UPDATE 13/02: I just came across a 2009 journal article by Susan Johnson by the same title. Had not been aware of it previously.
The verdict is out. Final publication of six randomly-controlled studies (RCTs) has drawn a pretty thick line under the words of David Roodman: the average impact of microcredit on poverty is about zero. The notion that microfinance lifts the poor out of poverty is officially dead.
Now, the caveats. The studies evaluated microcredit only – not savings or payments or insurance. Nor did they cover so-called microfinance-plus programs, which provide training, health care or other interventions, along with credit. It’s quite possible that these or other specialized branches of microfinance practice do raise the living standards of the poor. But, if I may be so bold, even the best of these initiatives are probably less effective than we might have supposed.
This is good news. We in the microfinance community could use some humility. We’re financiers, not doctors, scientists, or teachers. To think that we can alter the lives of millions is hubris.
That doesn’t mean that the value or even the existence of microfinance should now be called into question. Not everything that is valuable is life-changing. Marginal improvements are just as important. And microfinance – not just credit – can marginally improve the difficult lives of the poor. I am 100% confident that you the reader rely on a multitude of financial services for any number of needs. Life would be far more difficult without them.
That the majority of the 2+ billion unbanked will eventually join the financial system is inevitable. The question is how soon and under what circumstances. We could just wait for economic development to take its course, and as incomes rise, banks will find their customers. What would be the cost of that wait?
First, it would mean forgoing useful financial services to hundreds of millions for decades to come. That’s a real cost to them. Sure, they can continue to rely on the informal financial services – the ROSCAs, moneylenders, pawnbrokers, susu collectors, and the finances that flow between friends and family. Some of these are better than others, and all are better than nothing at all.
Certainly, we should not ignore these informal systems, least of all because they give us a better understanding of how to serve the poor. But to think that we cannot improve on informal finance is to romanticize the lives of the poor. It sustains strengthens families and sustains communities! Perhaps. But people don’t seem to think so – as soon as people have the money to go to a bank, an insurance company, or a pension fund, they nearly always do. It’s nice to have a social network to help out when hard times come to pass, but mostly we seem to prefer to keep our friendships and finances separate.
Second, over the past few years, the microfinance sector has made real strides in developing mechanisms to protect clients from harm. On its own, the banking system would never undertake such initiatives. However, client protection is increasingly becoming adopted by regulators as a core operating principle and this is a development for which the microfinance sector can legitimately take credit. This work is ongoing, and much work remains to be done to make sure these regulations apply to clients in all microfinance markets, and not just a select few.

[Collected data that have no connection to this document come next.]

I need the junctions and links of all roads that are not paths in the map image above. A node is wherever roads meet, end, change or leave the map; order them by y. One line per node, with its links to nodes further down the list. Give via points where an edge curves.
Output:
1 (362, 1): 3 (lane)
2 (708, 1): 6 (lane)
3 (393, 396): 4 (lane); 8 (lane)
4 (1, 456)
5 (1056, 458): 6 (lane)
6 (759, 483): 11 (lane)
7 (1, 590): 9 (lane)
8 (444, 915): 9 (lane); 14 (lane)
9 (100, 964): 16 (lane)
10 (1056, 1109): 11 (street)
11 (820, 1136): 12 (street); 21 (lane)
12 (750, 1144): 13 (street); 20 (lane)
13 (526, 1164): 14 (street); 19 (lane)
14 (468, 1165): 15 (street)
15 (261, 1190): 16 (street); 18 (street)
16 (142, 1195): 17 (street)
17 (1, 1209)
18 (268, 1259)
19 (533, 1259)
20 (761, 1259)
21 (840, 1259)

What’s left is the question of outreach, of reducing that 2 billion unbanked without waiting for them to become rich enough to do it on their own. This shouldn’t be just a game of numbers. The way microfinance currently operates, closing that gap would mean 2 billion loans. Or maybe 2 billion savings accounts and a smaller number of loans. We can measure the numbers, but what’s missing is the quality of the services we provide. Protecting clients isn’t nearly enough if the only choices given are cookie-cutter loans tailored for high-turnover businesses. And it’s here that we’ve barely begun.
We have very little currently that enables MFIs to measure both the quantity and diversity of services provided. If financial inclusion is a stated goal, it’s not enough for an MFI to simply count the number of clients. For that matter, the foundation of all microfinance data – the MIX – doesn’t even allow tracking clients. You could check the number of active borrowers, or number of savings accounts, but without any idea whether these represent the same people or not. And unlike loans, many savings accounts are mere shadows, sitting empty, dormant or both.

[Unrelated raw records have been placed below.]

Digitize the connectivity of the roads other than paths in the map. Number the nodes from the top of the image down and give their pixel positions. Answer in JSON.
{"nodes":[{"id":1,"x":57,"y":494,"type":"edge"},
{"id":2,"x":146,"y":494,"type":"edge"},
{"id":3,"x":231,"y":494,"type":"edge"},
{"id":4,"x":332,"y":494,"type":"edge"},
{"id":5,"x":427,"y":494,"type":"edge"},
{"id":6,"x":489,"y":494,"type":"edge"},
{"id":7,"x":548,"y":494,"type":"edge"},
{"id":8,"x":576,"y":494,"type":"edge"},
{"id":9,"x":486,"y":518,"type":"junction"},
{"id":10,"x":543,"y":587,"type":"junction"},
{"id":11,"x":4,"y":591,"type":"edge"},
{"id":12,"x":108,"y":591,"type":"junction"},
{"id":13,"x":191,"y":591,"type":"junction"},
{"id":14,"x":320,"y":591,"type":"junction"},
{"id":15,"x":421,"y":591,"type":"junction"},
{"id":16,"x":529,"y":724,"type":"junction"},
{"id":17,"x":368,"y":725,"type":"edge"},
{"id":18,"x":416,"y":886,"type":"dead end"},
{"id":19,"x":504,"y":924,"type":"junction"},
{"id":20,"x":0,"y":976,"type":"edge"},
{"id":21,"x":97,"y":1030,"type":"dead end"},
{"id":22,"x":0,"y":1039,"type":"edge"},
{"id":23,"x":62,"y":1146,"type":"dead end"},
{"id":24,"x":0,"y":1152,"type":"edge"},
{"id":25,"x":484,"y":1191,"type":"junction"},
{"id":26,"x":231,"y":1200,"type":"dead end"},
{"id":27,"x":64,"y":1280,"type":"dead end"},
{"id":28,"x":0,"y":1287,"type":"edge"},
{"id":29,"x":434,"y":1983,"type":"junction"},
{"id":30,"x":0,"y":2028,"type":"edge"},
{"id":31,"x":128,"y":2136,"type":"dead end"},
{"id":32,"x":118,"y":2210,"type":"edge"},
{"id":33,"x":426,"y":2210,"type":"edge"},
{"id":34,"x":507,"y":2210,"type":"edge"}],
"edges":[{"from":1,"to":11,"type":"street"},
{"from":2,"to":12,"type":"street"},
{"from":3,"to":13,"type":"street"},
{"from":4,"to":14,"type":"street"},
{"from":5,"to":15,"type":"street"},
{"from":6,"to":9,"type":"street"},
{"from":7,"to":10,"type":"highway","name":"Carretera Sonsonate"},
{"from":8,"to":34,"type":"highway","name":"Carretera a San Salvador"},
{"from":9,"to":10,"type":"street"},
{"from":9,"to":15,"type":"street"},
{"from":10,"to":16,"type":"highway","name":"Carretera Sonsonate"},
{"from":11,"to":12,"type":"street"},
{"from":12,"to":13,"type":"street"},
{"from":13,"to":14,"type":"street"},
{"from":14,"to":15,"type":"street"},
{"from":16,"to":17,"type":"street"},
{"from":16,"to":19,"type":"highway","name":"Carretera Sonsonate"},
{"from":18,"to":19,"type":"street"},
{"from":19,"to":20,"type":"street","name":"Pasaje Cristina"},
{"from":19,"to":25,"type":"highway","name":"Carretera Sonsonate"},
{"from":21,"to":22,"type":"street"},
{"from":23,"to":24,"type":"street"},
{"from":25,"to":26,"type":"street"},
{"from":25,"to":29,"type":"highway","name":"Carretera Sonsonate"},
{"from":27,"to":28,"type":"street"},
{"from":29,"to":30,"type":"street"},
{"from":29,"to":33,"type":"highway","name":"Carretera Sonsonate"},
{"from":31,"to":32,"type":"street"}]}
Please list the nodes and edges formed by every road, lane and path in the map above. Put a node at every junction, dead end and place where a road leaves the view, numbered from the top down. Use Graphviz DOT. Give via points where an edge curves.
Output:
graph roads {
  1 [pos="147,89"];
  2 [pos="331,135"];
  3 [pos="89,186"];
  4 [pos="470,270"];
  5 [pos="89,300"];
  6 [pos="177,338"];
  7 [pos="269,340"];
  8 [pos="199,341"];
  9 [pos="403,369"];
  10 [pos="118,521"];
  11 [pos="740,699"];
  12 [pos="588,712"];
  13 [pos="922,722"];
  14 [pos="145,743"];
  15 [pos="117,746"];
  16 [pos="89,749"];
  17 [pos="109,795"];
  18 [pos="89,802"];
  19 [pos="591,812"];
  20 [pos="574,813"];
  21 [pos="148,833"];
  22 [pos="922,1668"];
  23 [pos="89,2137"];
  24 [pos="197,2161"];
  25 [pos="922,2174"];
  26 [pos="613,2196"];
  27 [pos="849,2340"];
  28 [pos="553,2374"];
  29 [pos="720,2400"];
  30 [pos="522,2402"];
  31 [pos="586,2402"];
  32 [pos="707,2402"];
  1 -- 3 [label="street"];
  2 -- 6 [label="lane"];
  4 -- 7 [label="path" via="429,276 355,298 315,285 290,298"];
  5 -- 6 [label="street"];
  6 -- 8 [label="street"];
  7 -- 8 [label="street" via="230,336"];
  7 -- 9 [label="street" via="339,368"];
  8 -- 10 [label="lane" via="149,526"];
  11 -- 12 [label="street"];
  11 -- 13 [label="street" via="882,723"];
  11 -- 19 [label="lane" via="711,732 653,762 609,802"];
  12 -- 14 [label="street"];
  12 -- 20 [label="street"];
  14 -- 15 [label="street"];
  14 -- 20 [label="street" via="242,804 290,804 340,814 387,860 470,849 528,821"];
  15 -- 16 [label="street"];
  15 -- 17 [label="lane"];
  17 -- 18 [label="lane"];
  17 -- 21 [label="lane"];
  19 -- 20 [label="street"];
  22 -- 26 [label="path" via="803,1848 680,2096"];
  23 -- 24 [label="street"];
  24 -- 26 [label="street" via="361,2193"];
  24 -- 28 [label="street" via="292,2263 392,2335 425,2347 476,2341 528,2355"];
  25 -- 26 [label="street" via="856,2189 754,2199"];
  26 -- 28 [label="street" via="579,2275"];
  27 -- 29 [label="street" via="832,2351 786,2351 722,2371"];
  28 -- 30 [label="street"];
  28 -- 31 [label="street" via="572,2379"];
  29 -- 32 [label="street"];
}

This is only scratching the surface. Who can answer how many insurance policies have been issued by MFIs worldwide, and how many of those are currently active? How many money transfers (and by how many people) have been done in the past year? And these are just the most top-level metrics. Remember those cookie-cutter loans? If we’re to measure diverse offers, we should be able to answer some more basic questions: what share of loans are issued with a term of less than 6 months? More than 2 years? How many savings accounts are in fact dormant? What is the average turnover (deposits + withdrawals) for savings accounts? What is the average payout ratio on insurance contracts?

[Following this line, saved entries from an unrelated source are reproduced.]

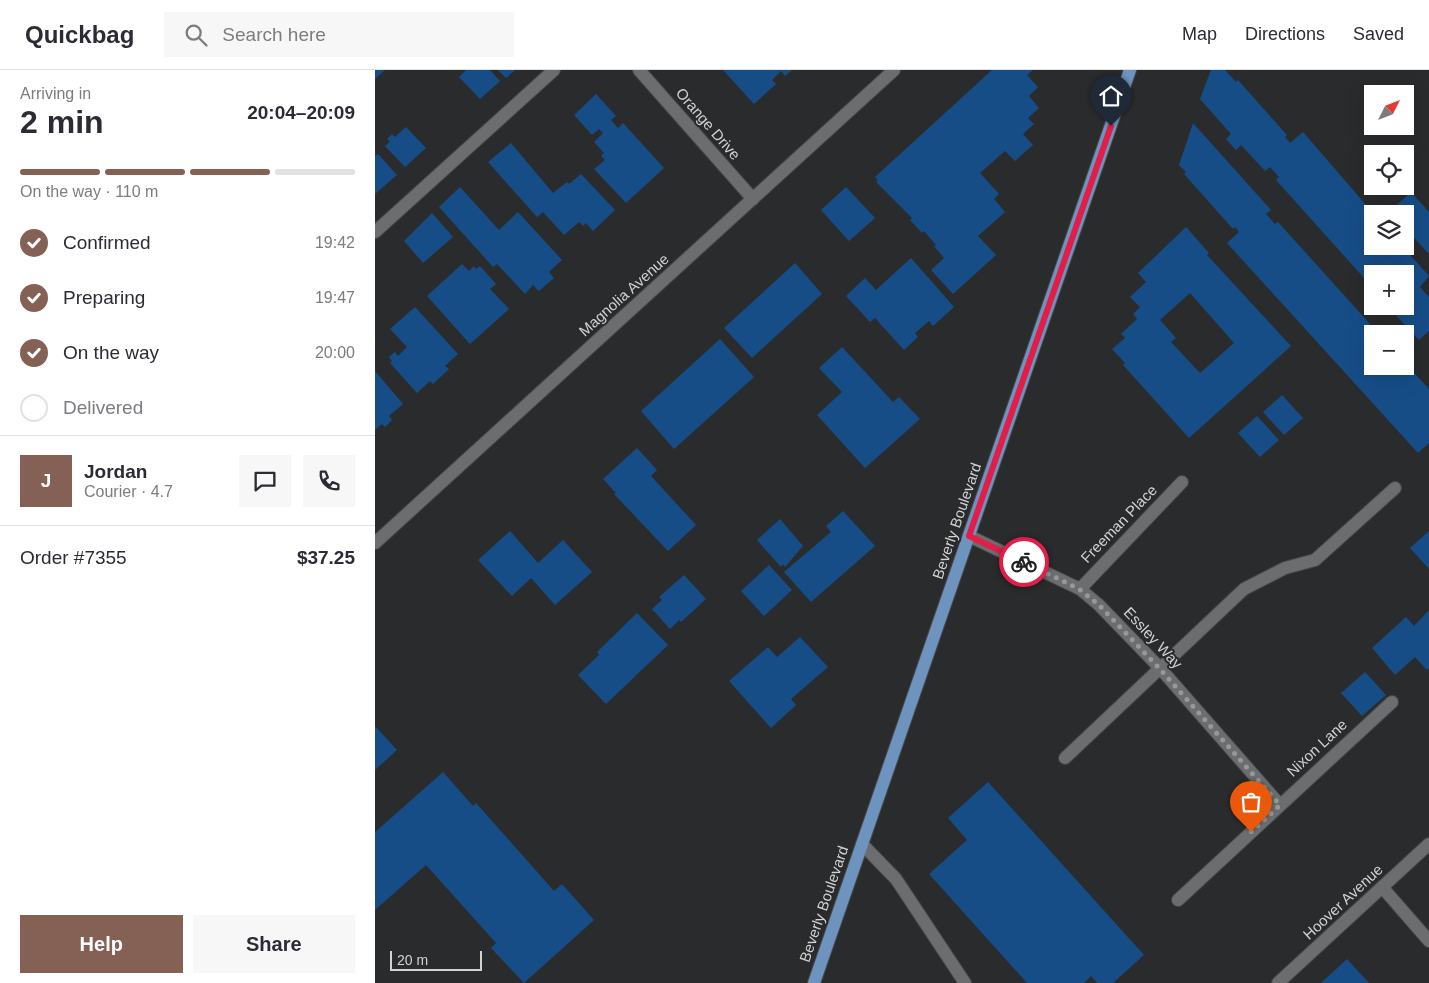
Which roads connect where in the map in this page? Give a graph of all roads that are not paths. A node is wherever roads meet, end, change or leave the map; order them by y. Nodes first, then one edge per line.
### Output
1 (554, 70) edge
2 (639, 70) edge
3 (894, 70) edge
4 (1130, 70) edge
5 (753, 199) junction
6 (375, 232) edge
7 (1182, 482) dead end
8 (1395, 488) dead end
9 (969, 536) junction
10 (375, 543) edge
11 (1079, 589) junction
12 (1159, 668) junction
13 (1391, 702) dead end
14 (1065, 758) dead end
15 (1280, 805) junction
16 (862, 844) junction
17 (1429, 844) edge
18 (1382, 888) junction
19 (1178, 900) dead end
20 (1429, 940) edge
21 (814, 983) edge
22 (965, 983) edge
23 (1278, 983) edge

1 - 6 street
2 - 5 street, Orange Drive
3 - 5 street, Magnolia Avenue
4 - 9 main road, Beverly Boulevard
5 - 10 street, Magnolia Avenue
7 - 11 street, Freeman Place
8 - 12 street
9 - 11 street, Essley Way
9 - 16 main road, Beverly Boulevard
11 - 12 street, Essley Way
12 - 14 street
12 - 15 street, Essley Way
13 - 15 street, Nixon Lane
15 - 19 street, Nixon Lane
16 - 21 main road, Beverly Boulevard
16 - 22 street
17 - 18 street, Hoover Avenue
18 - 20 street
18 - 23 street, Hoover Avenue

Answering any of these questions currently requires sitting down with an MFI’s data management staff and asking them to generate a special report – and that’s assuming the IT system even supports this type of analysis. We’re still far removed from the day where these questions could be answered at the country-level, let alone globally. Yet that is ultimately what’s needed.
Today, the microfinance sector is embarking on an important journey. We leave behind earlier shibboleths of eliminating poverty, as we adopt new goals of better and broader financial inclusion. But this important goal requires a parallel change in the standards and metrics that will tell us how well we are doing. We can’t expand financial inclusion without being able to measure it.